Voir le site de l’artiste : http://www.tanguyclerc.com/

SINGING CLOUD, Shilpa Gupta (2008-2009)

A l'heure de la dématérialisation des supports, du virtuel, et de l'immatérialité des données, l'artiste indienne Shilpa Gupta qui a suivi une formation en sculpure à l’école d’art Sir J. J. School (Mumbai, Inde) entre 1992 et 1997 réaffirme, non sans humour et une certaine forme d'ironie, la valeur la nécessité de l'objet concret dans son œuvre monumentale Singing Cloud (2009) présentée en 2009 au Laboratoire à Paris.

La « peau » de ce nuage (Cloud) suspendu est constituée d’un assemblage de 4000 microphones d'où émerge des éléments sonores. Réagissant à l’environnement, alternant sommeil et sursauts, cet essaim se transforme en une créature polyphonique, une forme de gigantesque œil de mouche d’où émanent à certains moments, une multitude de voix, de souvenirs et de langues. Nous sommes donc loin de la froideur technologique mais au plus près de l’irrationnel. La technologie est un médium, un matériau à manipuler, à agencer entre le son, l’image et la perception.

180 x 24 x 60 inches, 4000 microphones noirs, système de diffusion sonore, bande sonore multipiste (9')

SCANNER, Céleste Boursier-Mougenot (2006)

Pour la première fois en 2015, un artiste sonore représentera la France lors de la biennale de Venise. Cela dit avant même de s'être forgé un nom dans le milieu des plasticiens sonores, Céleste Bousier-Mougenot s'était d'abord illustré, de 1984 à 1995, en tant que musicien et compositeur pour la troupe de l'auteur et metteur en scène Pascal Rambert, Side One Posthume Theâtre.

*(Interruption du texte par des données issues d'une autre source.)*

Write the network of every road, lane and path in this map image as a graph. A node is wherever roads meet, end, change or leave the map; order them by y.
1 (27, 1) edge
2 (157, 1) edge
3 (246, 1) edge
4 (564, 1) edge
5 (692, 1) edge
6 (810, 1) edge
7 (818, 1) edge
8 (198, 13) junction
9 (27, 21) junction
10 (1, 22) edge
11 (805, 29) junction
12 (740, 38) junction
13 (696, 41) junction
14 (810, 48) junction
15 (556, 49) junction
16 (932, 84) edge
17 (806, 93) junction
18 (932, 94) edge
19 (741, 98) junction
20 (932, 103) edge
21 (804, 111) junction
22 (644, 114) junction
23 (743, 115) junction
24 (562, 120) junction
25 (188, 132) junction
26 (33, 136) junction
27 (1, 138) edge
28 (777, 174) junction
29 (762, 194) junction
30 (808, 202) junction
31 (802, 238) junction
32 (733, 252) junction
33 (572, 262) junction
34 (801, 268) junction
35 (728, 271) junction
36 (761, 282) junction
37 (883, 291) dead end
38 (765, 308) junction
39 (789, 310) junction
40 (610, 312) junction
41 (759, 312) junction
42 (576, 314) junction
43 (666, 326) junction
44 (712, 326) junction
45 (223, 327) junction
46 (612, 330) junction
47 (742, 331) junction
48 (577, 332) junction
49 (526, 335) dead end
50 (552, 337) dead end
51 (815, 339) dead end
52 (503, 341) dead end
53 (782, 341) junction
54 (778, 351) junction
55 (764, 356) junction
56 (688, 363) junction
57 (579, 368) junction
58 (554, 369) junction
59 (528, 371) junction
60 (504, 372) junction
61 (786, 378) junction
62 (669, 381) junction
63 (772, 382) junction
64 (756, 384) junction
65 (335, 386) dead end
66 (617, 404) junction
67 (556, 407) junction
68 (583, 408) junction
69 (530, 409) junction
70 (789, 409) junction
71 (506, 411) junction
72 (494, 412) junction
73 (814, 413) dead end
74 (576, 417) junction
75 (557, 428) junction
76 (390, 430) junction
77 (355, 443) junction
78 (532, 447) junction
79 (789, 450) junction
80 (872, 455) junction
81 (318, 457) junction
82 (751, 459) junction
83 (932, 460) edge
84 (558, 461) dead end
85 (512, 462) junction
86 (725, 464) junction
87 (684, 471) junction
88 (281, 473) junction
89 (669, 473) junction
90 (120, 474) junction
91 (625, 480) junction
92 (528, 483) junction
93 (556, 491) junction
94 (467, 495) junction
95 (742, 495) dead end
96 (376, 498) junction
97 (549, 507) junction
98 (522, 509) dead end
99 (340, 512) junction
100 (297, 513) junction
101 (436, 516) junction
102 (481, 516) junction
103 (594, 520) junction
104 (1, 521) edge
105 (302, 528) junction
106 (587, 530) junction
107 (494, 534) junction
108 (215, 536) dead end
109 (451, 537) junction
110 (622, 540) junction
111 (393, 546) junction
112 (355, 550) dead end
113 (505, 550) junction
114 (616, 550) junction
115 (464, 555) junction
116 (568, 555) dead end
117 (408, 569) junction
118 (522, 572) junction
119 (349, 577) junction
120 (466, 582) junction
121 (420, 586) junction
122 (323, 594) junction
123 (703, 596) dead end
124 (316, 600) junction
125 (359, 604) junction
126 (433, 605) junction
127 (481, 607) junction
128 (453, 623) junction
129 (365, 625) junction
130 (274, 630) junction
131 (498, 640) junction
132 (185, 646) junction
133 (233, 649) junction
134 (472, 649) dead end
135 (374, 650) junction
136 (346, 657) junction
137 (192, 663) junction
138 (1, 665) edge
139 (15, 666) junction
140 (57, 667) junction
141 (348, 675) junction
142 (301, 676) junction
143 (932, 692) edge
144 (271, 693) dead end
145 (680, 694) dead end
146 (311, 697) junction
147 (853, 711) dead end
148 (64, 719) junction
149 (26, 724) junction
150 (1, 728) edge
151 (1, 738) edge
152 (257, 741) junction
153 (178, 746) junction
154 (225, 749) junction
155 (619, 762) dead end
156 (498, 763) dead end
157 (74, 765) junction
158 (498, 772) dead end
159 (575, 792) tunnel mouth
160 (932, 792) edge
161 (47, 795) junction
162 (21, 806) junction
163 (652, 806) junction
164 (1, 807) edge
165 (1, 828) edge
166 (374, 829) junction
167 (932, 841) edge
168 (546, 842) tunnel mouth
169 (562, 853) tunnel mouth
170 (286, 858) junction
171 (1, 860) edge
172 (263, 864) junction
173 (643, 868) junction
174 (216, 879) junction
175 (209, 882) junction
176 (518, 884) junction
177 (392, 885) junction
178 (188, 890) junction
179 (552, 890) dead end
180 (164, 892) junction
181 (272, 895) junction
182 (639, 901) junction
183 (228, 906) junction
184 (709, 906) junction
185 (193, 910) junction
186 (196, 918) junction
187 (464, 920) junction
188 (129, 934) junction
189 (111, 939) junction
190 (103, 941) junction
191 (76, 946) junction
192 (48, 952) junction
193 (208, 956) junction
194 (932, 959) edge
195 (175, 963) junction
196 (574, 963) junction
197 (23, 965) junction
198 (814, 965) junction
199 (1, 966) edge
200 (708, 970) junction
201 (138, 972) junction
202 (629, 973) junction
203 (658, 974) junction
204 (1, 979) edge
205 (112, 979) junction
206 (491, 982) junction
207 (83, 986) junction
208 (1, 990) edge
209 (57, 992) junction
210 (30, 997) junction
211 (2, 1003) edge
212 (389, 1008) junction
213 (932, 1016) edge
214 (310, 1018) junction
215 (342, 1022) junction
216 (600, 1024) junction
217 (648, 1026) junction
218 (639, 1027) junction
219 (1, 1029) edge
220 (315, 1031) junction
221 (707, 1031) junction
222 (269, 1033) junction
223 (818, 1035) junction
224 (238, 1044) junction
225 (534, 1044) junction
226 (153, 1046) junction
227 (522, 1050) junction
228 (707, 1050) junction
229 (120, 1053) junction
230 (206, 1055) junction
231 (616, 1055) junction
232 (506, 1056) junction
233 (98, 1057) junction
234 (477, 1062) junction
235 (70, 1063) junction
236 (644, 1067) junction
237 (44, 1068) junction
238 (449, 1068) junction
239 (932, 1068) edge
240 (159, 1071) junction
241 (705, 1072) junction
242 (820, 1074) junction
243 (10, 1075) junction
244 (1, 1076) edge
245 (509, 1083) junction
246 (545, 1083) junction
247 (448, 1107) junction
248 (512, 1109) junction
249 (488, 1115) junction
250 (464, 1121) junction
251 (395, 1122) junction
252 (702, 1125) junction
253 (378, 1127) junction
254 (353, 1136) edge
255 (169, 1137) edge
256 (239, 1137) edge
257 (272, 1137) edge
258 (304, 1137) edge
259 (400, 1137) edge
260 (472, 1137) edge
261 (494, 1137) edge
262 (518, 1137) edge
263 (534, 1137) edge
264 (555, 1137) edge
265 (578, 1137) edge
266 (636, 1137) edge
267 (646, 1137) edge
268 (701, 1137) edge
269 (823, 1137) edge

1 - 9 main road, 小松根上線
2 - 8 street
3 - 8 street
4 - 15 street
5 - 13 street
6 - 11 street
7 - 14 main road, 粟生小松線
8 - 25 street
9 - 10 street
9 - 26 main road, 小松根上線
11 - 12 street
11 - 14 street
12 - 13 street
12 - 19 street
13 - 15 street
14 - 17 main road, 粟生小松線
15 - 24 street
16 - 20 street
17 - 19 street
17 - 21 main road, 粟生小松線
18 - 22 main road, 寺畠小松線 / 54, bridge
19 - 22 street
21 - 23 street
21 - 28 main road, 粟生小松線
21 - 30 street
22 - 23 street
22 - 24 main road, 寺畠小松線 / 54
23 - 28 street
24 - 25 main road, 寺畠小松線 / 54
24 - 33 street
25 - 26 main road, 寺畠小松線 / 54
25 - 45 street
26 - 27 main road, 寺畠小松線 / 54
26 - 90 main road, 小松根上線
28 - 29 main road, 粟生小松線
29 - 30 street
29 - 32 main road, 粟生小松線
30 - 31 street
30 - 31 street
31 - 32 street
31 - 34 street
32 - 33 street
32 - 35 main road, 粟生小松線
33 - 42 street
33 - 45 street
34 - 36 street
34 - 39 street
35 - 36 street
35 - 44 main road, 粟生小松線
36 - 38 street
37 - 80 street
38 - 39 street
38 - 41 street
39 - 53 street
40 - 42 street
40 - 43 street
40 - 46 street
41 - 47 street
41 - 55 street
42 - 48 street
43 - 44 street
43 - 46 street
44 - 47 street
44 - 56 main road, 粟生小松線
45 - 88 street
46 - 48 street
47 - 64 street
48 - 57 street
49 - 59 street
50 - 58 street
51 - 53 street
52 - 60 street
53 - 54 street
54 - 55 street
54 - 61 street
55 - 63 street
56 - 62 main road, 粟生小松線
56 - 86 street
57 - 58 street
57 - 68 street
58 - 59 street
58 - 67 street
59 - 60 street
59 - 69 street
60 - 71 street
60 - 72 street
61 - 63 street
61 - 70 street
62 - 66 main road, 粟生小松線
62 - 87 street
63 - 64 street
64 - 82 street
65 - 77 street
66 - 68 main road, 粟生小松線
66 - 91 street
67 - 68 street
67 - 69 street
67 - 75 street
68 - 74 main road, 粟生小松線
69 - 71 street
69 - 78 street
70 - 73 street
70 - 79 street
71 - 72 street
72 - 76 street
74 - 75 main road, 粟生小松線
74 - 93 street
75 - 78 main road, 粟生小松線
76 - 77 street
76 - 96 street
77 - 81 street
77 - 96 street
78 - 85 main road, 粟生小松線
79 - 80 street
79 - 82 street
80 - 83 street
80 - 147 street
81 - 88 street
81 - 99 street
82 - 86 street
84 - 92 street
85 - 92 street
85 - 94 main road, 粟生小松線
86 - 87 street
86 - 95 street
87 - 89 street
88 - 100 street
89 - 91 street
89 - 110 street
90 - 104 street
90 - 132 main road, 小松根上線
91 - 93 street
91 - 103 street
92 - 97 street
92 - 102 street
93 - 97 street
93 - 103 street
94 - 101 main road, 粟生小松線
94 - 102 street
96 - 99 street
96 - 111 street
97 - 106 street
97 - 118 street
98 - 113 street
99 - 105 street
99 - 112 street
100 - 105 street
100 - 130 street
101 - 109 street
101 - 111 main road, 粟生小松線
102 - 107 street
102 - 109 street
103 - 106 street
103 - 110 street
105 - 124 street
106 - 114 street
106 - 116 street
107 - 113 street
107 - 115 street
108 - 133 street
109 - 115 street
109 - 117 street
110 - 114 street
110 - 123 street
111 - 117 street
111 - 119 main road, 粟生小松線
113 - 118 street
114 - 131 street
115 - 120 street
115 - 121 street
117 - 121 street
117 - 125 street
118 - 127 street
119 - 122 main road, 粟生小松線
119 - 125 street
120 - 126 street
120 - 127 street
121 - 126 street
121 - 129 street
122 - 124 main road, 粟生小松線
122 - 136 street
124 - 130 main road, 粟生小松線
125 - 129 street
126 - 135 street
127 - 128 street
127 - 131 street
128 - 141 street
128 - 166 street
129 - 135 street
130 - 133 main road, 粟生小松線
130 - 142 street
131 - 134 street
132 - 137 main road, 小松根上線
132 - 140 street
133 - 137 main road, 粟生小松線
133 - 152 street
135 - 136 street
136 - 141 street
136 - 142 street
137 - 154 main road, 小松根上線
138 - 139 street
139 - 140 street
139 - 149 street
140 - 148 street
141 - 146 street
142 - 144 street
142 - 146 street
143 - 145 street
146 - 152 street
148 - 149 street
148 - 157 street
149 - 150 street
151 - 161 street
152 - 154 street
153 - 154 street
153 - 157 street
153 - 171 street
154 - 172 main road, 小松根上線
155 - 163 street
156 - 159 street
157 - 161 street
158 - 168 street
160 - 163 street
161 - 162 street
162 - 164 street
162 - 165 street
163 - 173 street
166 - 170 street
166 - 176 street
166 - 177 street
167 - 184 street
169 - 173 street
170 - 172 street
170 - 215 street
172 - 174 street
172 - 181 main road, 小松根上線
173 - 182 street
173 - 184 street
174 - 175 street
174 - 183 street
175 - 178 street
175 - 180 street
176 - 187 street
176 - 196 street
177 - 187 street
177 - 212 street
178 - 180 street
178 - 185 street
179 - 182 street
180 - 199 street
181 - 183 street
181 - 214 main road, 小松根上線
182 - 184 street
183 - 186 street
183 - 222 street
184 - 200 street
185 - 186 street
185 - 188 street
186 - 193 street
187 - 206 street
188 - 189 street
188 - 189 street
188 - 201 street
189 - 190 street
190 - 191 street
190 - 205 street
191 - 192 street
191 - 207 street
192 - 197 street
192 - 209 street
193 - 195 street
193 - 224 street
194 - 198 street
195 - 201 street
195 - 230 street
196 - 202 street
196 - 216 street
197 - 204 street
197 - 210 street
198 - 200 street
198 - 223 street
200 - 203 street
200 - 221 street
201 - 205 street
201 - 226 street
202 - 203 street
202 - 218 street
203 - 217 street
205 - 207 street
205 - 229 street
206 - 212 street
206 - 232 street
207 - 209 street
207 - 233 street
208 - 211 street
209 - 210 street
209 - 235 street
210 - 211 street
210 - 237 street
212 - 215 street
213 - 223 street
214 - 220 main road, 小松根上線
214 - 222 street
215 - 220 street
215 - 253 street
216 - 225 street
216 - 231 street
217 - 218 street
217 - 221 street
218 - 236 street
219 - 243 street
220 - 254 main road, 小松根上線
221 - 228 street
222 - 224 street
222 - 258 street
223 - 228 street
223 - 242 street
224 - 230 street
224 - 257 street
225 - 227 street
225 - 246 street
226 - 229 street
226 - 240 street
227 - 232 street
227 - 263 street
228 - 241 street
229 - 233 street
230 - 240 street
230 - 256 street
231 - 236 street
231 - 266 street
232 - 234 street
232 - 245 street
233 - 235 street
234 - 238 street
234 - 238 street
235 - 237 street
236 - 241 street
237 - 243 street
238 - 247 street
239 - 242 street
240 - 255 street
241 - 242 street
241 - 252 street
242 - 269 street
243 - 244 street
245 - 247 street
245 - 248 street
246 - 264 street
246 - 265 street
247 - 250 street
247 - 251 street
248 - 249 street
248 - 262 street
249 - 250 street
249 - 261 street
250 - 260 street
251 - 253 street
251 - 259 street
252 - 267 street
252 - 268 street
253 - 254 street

Son approche, est celle d'un artiste assumant totalement ses origines musicales, prolongeant depuis vingt ans une réflexion autour d'une musique générative, qu'il qualifie lui même de "vivante" à travers des dispositifs et des situations à même de produire une musique en perpétuelle évolution grâce à des installations sonores qui procèdent, le plus souvent, du détournement d'objets usuels. 

A l'instar de Pendulum Music (1968) de Steve Reich où le phénomène du balancement de microphones au dessus de haut-parleurs, génère des feedback périodiques, il met lui aussi à profit cet effet également appelé "larsen" que les musiciens cherchent d'ordinaire à éviter, dans une version prototype de son installation Scanner présentée en 2006 au FRAC Champagne-Ardenne, à Reims.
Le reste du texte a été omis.